The surest way to send a country or culture screaming into the outer darkness is by corrupting - not simply destroying - its youth. There are three key things that must be done for this to happen:
  • The youth must be cut off from any sense of their country or culture's history. The West is efficiently bringint this about by accomodating a program of retrovilification and ahistoricization. When some historical fact or work or concept can not be turned to the destroyer's aims, it is dismissed as inconsequential, or hateful, or both. A sane man calls it propaganda and revisionist history; the people in charge call it enlightenment and progress.
  • The youth must be bent to the task of producing a future society in which the efforts that ruined the youth themselves will no longer be necessary to keep it all miserable. In countries like Cambodia and North Korea, many have already begun to see this tree bear fruit. In North Korea, especially, they are on the verge of being populated exclusively by citizens who have no memory or conception of a free country.

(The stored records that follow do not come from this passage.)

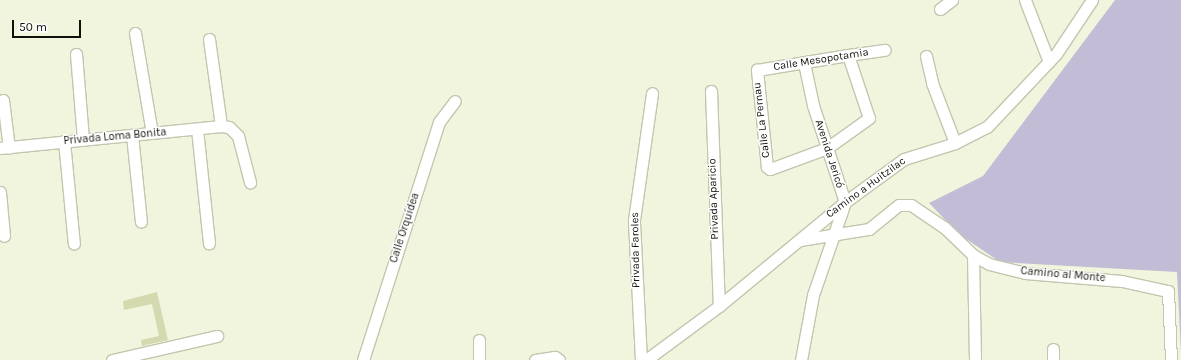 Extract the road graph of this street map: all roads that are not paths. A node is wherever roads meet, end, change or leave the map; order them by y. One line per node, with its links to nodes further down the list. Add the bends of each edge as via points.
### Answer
1 (952, 0): 4 (street)
2 (1025, 0): 11 (street)
3 (1092, 0): 11 (street, Camino a Huitzilac)
4 (940, 8)
5 (135, 33): 20 (street)
6 (209, 39): 18 (street)
7 (885, 50): 9 (street, Calle Mesopotamia)
8 (76, 54): 22 (street)
9 (848, 55): 12 (street, Calle Mesopotamia); 26 (street, via 854,80 870,115 867,120)
10 (926, 56): 24 (street, via 942,113)
11 (1049, 62): 24 (street, Camino a Huitzilac, via 1004,107 993,123)
12 (804, 63): 13 (street, Calle Mesopotamia); 26 (street, Avenida Jericó)
13 (757, 70): 26 (street, Calle La Pernau, via 767,167 770,170)
14 (711, 91): 37 (street, Privada Aparicio)
15 (652, 93): 46 (street, Privada Faroles, via 634,220)
16 (3, 100): 25 (street)
17 (455, 100): 42 (street, Calle Orquídea, via 439,122)
18 (225, 126): 19 (street, Privada Loma Bonita); 27 (street, via 238,136)
19 (197, 129): 20 (street, Privada Loma Bonita); 35 (street)
20 (152, 133): 21 (street, Privada Loma Bonita)
21 (132, 136): 22 (street, Privada Loma Bonita); 30 (street)
22 (83, 140): 23 (street, Privada Loma Bonita)
23 (64, 141): 25 (street, Privada Loma Bonita); 34 (street)
24 (955, 143): 29 (street, Camino a Huitzilac, via 904,159)
25 (5, 148)
26 (827, 148): 29 (street, Avenida Jericó)
27 (250, 182)
28 (0, 192): 31 (street)
29 (845, 202): 32 (street, Avenida Jericó); 33 (street, Camino a Huitzilac)
30 (141, 222)
31 (4, 236)
32 (834, 236): 33 (street, Camino al Monte); 36 (street, Camino al Monte, via 865,230 899,205 911,205 944,227); 48 (street, Avenida Jericó, via 813,295)
33 (800, 240): 37 (street, Camino a Huitzilac)
34 (74, 244)
35 (209, 244)
36 (973, 255): 49 (street); 51 (street, Camino al Monte, via 989,264 1025,273 1122,281 1168,291)
37 (719, 306): 47 (street, Camino a Huitzilac)
38 (217, 336): 41 (street)
39 (479, 340): 43 (street)
40 (1053, 349): 50 (street)
41 (112, 360)
42 (363, 360)
43 (479, 360)
44 (535, 360): 45 (street)
45 (559, 360)
46 (641, 360)
47 (646, 360)
48 (801, 360)
49 (975, 360)
50 (1053, 360)
51 (1171, 360) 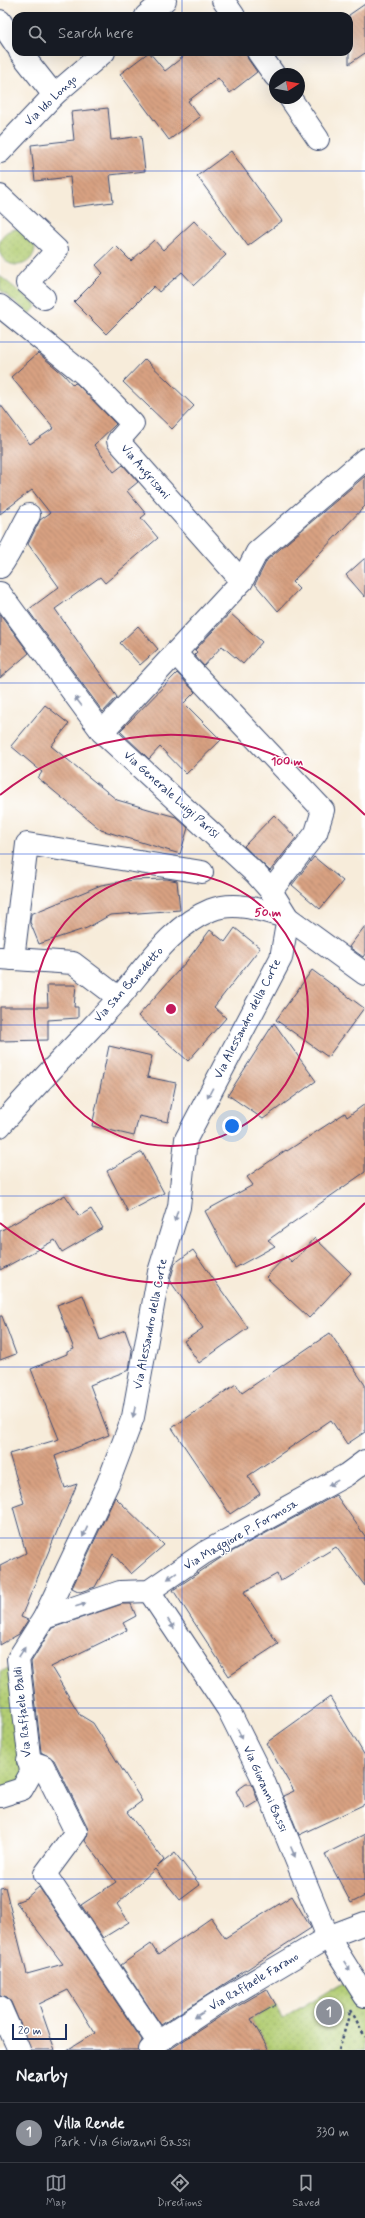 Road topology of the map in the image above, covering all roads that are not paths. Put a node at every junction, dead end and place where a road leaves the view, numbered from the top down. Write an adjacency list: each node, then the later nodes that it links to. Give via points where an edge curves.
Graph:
1 (165, 0): 3 (street)
2 (223, 0): 4 (street)
3 (151, 12)
4 (231, 12)
5 (0, 21): 6 (street)
6 (12, 39)
7 (23, 56): 11 (street)
8 (99, 56): 11 (street, Via Ido Longo)
9 (261, 56): 10 (street)
10 (269, 68)
11 (54, 95): 14 (street, Via Ido Longo)
12 (294, 104): 13 (street)
13 (318, 139)
14 (0, 152)
15 (0, 196): 16 (street, via 63,245 27,282)
16 (44, 298)
17 (0, 306): 21 (street, Via Angrisani, via 85,375 133,424 118,441)
18 (365, 459): 21 (street, via 257,552)
19 (30, 515): 20 (street, via 15,539 11,552)
20 (0, 567)
21 (242, 581): 23 (street)
22 (0, 593): 24 (street, Via Generale Luigi Parisi, one-way to 22)
23 (175, 653): 24 (street); 26 (street, via 323,810 316,833)
24 (102, 732): 26 (street, Via Generale Luigi Parisi, via 217,837)
25 (202, 872): 28 (street, via 27,844)
26 (271, 891): 27 (street, Via Generale Luigi Parisi)
27 (288, 918): 29 (street, Via Generale Luigi Parisi); 30 (street, Via San Benedetto, via 258,909 235,906 212,910 188,923); 34 (street, Via Alessandro della Corte, one-way to 34, via 281,958 186,1139 179,1207 159,1272 133,1417 108,1483)
28 (7, 958): 30 (street, via 73,963)
29 (365, 974)
30 (119, 998): 31 (street, Via San Benedetto)
31 (0, 1126)
32 (365, 1461): 33 (street, Via Maggiore P. Formosa, one-way to 33, via 346,1475 204,1553)
33 (149, 1591): 34 (street, one-way to 33, via 120,1592); 38 (street, Via Giovanni Bassi, one-way to 38, via 228,1709 262,1777)
34 (44, 1618): 35 (street, Via Raffaele Baldi, one-way to 34, via 18,1659)
35 (28, 1761): 36 (street, Via Raffaele Baldi, via 31,1773 22,1789); 41 (street, via 43,1766 76,1832 45,1874)
36 (0, 1796)
37 (365, 1923): 38 (street, Via Raffaele Farano)
38 (328, 1937): 39 (street, Via Giovanni Bassi, one-way to 39); 41 (street, Via Raffaele Farano, one-way to 41, via 214,2005)
39 (360, 2002)
40 (0, 2007): 42 (street)
41 (154, 2046)
42 (19, 2050) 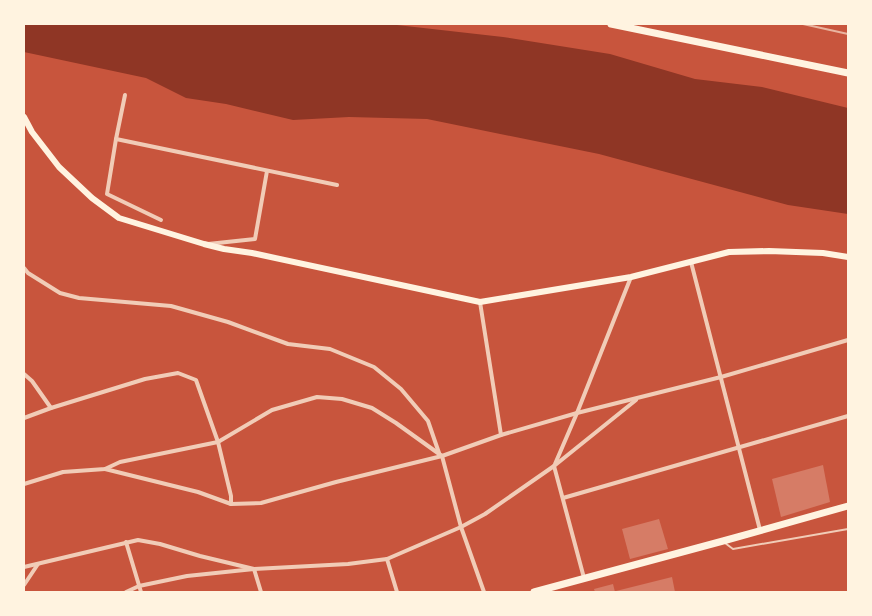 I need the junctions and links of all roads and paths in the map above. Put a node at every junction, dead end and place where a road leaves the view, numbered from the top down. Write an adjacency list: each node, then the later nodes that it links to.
1 (611, 24): 2 (main road)
2 (848, 73)
3 (125, 95): 5 (street)
4 (24, 117): 9 (main road)
5 (116, 139): 6 (street); 8 (street)
6 (267, 171): 7 (street); 9 (street)
7 (337, 185)
8 (161, 220)
9 (204, 244): 14 (main road)
10 (848, 256): 11 (main road)
11 (690, 262): 13 (main road); 17 (street)
12 (24, 268): 26 (street)
13 (631, 278): 14 (main road); 20 (street)
14 (480, 302): 23 (street)
15 (848, 340): 17 (street)
16 (24, 374): 19 (street)
17 (721, 377): 18 (street); 25 (street)
18 (638, 398): 20 (street); 27 (street)
19 (51, 408): 22 (street); 24 (street)
20 (577, 413): 23 (street); 27 (street)
21 (848, 416): 25 (street)
22 (24, 418)
23 (501, 435): 26 (street)
24 (218, 442): 26 (street); 28 (street); 31 (street)
25 (739, 448): 30 (street); 35 (street)
26 (440, 455): 31 (street); 33 (street)
27 (554, 466): 30 (street); 33 (street)
28 (105, 469): 29 (street); 31 (street)
29 (24, 484)
30 (563, 498): 42 (street)
31 (231, 504)
32 (848, 506): 35 (main road)
33 (461, 527): 38 (street); 49 (street)
34 (848, 529): 36 (lane)
35 (760, 530): 36 (main road)
36 (723, 541): 42 (main road)
37 (126, 542): 39 (street); 41 (street); 44 (street)
38 (387, 559): 41 (street); 48 (street)
39 (38, 564): 40 (street); 43 (street)
40 (24, 567)
41 (254, 569): 44 (street); 47 (street)
42 (584, 578): 50 (main road)
43 (24, 585)
44 (139, 586): 45 (street); 46 (street)
45 (126, 592)
46 (141, 592)
47 (261, 592)
48 (397, 592)
49 (484, 592)
50 (534, 592)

  • The youth must be taught that knowledge and inquiry are wrong, though it does not matter under what pretext this lesson is conveyed. The same essential result can be achieved by telling them that knowledge and inquiry are shamefully decadent as can be achieved by telling them that they're stodgy and conservative. The less likely to learn the youth become, the less likely they'll be able to spot ordure when they see or hear it.
These programs are ticking along nicely even in my own city, my own school, and my own home. They are a daily and frustrating reminder of just how essential Catholic Christendom is to the world, and just how much will be lost if it is driven away. The only upside is that the boiling of my blood that all this provokes drives down the heating costs in the winter.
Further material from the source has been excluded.